Sunday, January 01, 2006

Define the values conflicts and seek to correct the conflicts, not the values. A Review of: Building Cross-Cultural Competence (Part One)


Define the values conflicts and seek to correct the conflicts, not the values. A Review of: Building Cross-Cultural Competence (Part One)

Building Cross-Cultural Competence: How To Create Wealth from Conflicting Values (Charles Hampden-Turner and Fons Trompenaars) Yale University Press (2000)

This review is long overdue. As determinants of intercultural change in MNCs management theorists should not and realistically cannot be divorced from my perspective on their impact upon my increased reading habits, a quantifiable change in my intrinsic priorities as referencing salary increases versus increased opportunities for educational learning and a desire to attempt self-taught diffusive learning in topics of personal observation and discussion. If every consumer could so delve into the roots of global consumerism trends. So time and again, I attempt to possess my own thoughts on these issues (if I have any that are my own) simply through the readings of the thoughts of others. In relation to culture, specifically the effects of expatriation upon individual perspectives on collective culture, I must return often to ruminate upon suppositions attributed to Clyde Kluckhohn regarding cultural values.

“Anthropology holds up a great mirror to man and lets him look at himself in his infinite variety.”

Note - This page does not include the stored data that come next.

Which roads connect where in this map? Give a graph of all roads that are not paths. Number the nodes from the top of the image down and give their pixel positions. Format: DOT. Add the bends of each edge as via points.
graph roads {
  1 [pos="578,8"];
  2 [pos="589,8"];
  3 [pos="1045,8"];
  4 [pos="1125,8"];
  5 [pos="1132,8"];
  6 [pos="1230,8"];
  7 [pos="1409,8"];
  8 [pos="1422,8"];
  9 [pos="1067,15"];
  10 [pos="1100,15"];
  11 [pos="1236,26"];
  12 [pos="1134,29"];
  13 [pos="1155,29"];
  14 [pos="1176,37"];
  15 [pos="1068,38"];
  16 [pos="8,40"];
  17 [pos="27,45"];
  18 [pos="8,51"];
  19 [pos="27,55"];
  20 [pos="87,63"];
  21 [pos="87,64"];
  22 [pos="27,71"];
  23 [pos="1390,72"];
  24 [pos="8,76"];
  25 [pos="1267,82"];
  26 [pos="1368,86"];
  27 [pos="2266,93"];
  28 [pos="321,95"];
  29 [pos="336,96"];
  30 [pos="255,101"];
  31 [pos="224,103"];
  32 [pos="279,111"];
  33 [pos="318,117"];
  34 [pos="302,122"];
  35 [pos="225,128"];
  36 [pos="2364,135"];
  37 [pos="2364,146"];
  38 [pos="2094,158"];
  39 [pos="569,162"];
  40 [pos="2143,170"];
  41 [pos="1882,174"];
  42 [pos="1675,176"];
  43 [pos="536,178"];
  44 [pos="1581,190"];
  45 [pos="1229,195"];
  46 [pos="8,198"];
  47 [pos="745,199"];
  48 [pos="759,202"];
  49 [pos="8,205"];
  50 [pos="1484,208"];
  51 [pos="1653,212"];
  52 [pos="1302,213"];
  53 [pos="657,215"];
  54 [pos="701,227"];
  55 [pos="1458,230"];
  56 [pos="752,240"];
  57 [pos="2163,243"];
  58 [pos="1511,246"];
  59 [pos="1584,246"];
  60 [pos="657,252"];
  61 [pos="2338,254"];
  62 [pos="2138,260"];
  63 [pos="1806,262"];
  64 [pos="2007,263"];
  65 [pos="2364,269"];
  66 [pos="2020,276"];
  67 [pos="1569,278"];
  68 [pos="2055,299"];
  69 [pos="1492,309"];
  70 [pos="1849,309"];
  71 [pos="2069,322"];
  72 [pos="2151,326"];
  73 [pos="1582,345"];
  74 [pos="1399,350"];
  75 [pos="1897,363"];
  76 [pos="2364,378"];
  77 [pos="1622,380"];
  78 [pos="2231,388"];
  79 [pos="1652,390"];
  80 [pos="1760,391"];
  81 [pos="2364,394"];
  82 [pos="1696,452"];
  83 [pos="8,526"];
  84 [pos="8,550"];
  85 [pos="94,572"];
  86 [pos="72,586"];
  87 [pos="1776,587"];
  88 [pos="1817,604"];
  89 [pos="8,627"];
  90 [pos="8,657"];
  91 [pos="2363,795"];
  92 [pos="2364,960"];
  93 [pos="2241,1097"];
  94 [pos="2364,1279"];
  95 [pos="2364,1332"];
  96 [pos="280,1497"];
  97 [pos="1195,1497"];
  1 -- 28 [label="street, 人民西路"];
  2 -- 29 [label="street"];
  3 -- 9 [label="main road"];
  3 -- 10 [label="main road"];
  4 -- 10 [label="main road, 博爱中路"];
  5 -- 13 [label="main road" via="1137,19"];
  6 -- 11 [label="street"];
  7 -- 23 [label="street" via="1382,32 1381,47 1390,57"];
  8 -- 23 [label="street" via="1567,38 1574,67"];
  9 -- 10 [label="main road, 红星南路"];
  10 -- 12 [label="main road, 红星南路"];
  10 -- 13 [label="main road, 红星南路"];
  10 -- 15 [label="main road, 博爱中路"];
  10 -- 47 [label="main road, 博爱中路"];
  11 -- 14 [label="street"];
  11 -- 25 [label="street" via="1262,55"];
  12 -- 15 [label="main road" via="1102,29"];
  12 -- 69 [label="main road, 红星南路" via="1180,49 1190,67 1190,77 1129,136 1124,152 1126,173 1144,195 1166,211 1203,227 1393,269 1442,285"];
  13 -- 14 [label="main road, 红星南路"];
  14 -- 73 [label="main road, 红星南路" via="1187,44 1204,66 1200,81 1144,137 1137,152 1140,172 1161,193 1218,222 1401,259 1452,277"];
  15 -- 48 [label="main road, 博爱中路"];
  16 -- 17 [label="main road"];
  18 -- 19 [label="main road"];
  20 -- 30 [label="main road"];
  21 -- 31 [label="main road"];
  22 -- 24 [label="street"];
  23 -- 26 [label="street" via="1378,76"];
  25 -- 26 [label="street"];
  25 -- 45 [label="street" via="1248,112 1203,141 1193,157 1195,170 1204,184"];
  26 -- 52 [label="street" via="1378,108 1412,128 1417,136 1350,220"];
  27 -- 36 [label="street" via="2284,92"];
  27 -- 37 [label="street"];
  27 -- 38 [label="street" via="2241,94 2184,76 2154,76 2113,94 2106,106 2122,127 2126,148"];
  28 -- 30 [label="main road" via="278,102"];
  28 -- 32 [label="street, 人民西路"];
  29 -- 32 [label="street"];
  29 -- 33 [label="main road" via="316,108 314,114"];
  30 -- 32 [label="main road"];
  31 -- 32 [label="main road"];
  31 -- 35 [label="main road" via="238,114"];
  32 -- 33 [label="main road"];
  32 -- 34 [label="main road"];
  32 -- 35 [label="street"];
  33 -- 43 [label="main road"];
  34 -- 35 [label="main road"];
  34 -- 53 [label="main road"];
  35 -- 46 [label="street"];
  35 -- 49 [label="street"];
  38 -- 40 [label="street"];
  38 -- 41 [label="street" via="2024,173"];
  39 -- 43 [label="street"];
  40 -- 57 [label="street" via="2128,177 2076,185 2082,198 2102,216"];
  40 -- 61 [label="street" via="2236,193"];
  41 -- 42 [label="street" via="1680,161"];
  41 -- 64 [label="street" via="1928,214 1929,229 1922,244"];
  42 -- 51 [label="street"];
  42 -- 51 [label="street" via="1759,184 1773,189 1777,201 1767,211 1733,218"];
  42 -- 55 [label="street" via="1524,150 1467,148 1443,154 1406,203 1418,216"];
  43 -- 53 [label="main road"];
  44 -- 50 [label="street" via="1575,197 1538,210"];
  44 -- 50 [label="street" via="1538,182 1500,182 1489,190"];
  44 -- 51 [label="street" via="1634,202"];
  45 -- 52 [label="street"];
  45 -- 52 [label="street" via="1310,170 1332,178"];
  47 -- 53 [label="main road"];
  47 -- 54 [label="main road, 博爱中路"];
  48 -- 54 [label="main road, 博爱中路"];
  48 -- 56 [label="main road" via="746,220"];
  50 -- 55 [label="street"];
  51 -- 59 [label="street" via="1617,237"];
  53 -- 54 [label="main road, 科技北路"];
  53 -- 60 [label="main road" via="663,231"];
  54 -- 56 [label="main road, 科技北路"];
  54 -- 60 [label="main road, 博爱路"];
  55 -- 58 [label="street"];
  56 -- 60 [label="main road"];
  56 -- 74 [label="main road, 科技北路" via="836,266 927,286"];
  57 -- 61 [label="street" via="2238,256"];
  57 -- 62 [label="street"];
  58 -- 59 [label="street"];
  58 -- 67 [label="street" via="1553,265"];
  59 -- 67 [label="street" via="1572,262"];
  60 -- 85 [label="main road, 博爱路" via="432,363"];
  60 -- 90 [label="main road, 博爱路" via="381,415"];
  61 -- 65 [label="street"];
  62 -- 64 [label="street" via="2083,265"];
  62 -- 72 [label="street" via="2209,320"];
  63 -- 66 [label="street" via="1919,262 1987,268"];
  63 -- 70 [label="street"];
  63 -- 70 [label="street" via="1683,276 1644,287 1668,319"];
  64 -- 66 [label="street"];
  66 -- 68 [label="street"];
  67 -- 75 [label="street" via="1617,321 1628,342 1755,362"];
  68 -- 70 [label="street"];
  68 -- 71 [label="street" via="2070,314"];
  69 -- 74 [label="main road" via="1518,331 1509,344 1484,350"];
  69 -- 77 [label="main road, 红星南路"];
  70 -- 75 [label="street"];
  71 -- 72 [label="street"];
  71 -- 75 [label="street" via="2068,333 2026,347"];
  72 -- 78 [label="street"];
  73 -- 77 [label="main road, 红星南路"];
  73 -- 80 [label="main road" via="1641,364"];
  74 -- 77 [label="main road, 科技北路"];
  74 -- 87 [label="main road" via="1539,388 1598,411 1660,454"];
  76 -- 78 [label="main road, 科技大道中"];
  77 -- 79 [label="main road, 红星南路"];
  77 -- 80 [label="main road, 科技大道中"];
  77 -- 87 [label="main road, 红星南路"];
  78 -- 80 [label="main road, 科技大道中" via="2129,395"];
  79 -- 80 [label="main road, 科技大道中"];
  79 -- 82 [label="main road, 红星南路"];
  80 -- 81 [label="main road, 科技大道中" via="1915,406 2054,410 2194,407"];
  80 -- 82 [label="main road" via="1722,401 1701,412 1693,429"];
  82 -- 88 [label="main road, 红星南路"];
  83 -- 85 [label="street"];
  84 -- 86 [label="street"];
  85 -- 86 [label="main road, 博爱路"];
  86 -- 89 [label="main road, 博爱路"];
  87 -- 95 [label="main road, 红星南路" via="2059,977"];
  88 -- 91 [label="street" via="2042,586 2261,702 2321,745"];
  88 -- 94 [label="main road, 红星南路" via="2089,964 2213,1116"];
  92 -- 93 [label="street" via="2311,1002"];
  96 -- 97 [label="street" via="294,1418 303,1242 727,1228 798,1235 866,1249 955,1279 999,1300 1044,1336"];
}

Carefully considered, anthropology also allows theorists to borrow its ideals and sell them to corporate clients, eager to diverge from participant-observer perspectives and involve themselves in cultural realignments at the level of MNC management hiring practices, educational evaluations, and data compilations which implicate the working practices and successful alignments of nearly half the working world population as their subjects of persistent study. These theorists have all been coaxed and gone irreperably "native". But what is consumed here is not peyote. Wholey business-sponsored research implicates new ideas, based on specific research outcomes.

"Anthropology provides a scientific basis for dealing with the crucial dilemma of the world today: how can peoples of different appearance, mutually unintelligible languages, and dissimilar ways of life get along peaceably together?"

In intercultural management strategies the question becomes how can all of these impacts be measured and evaluated, how can these dimensions be realigned to maximize profit and growth for MNCs? Under such desired outcomes, an understanding of anthropology, or even a brief interlude with its topics is irrelevant.

"People typically feel their own cultural beliefs and practices are normal and natural, and those of others to be strange, or even inferior- abnormal."

This implicates that anyone attempting to make critical observations upon the logical usefulness of the models of acclaimed cross-cultural experts, specifically outsiders not sponsored or supported by elite organisations, which critically self-examine aspects of culture in their own workforces to implicate reorganisation of localized cultural values to further support global MNC successes, will obviously be considered of inferior analytical logic because the extent of personal understanding of the outcomes is irrelevant. The desired outcomes of cross-cultural business studies are necessarily, and singularly measured by corporate profits and internal or external customer satifaction measures due to new alignments.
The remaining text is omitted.